The advisory board, stage crew, production staff and actors brainstormed together, all with various open Bibles. But they often found the texts ambiguous and unclear, which posed many theological challenges. Rabbi Hayon recounts a couple of these: Was God angry with Adam and Eve for eating the off-limits apple, or was He perhaps delighted with their inquisitiveness? Noah was supposedly saved because he was righteous, but was he really a bad person for spending all his time building his own ark instead of going out and telling others to get busy and save themselves, too?
The Playbill reports, “The company did not find definitive answers or a single encompassing interpretation of the text. Rather, what they found were more questions. They were surprised to discover that there was much more to these stories than they remembered or had been taught. Words took on new meaning, fresh insights were discovered, and revelations about the text surfaced as new light was shed on tales that were familiar to most.”
The group’s discussions were taped, and much of that content found its way into the text of the “finished” play.

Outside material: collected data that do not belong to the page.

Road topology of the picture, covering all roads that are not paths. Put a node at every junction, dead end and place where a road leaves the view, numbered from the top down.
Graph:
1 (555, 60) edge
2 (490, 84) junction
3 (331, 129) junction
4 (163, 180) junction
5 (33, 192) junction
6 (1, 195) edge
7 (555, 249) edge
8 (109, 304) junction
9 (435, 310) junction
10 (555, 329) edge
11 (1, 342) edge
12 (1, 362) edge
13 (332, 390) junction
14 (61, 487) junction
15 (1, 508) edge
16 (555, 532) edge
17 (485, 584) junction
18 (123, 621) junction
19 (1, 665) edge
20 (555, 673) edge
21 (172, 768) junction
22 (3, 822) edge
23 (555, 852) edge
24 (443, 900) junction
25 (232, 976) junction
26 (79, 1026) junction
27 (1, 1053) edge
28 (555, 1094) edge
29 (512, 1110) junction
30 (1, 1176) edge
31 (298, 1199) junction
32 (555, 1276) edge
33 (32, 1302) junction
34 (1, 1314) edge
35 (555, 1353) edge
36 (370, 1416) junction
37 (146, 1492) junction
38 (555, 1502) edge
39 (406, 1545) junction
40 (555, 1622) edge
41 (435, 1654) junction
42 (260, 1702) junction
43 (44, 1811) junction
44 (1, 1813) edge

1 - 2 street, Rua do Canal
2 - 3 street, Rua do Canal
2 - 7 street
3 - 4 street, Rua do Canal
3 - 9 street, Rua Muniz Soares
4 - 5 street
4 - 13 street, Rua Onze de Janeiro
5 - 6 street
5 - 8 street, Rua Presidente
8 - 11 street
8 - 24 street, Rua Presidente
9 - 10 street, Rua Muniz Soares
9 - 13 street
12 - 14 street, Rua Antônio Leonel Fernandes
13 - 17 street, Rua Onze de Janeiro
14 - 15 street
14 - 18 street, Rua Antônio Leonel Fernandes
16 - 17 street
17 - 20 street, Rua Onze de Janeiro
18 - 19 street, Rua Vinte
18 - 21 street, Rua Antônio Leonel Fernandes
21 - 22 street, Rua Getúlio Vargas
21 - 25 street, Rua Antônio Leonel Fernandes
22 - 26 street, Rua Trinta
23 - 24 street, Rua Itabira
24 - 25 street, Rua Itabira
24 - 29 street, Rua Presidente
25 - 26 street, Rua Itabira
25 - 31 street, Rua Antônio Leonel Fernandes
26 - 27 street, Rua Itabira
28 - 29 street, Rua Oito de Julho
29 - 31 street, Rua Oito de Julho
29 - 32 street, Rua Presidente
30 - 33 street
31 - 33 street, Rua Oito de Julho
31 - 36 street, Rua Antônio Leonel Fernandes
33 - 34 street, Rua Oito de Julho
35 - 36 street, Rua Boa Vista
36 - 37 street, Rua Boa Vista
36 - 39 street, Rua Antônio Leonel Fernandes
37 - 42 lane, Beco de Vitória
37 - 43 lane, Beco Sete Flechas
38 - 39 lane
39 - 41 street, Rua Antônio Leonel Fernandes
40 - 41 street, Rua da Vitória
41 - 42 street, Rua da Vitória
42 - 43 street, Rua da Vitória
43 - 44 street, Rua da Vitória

Finished, in quotes, because “In the Beginning” is billed as a two-act production, but the three Bible tales are told in the first act; the second is a conversation between the on-stage company and those seated in the audience, a back-and-forth of questions, answers, ideas and song.
“The process is as important as the product,” says Rabbi Hayon, who disclaims responsibility or credit for suggesting the large Hebrew transcription of Beresheet’s opening words that forms the stage backdrop — but does accept same for helping cast members with their Hebrew pronunciation. “I am really excited to be a part of this!”
So why not see “In the Beginning” yourself? You may love, or hate, the idea of various actors walking the stage in godly white pajamas, taking turns at playing the Main Character. But you will definitely appreciate
DTC’s brave risk-taking as it begins its sixth decade.
And if you go on Tu B’Shevat, you can enjoy beautiful, revolving stage trees without having to eat any of the forbidden fruit yourself!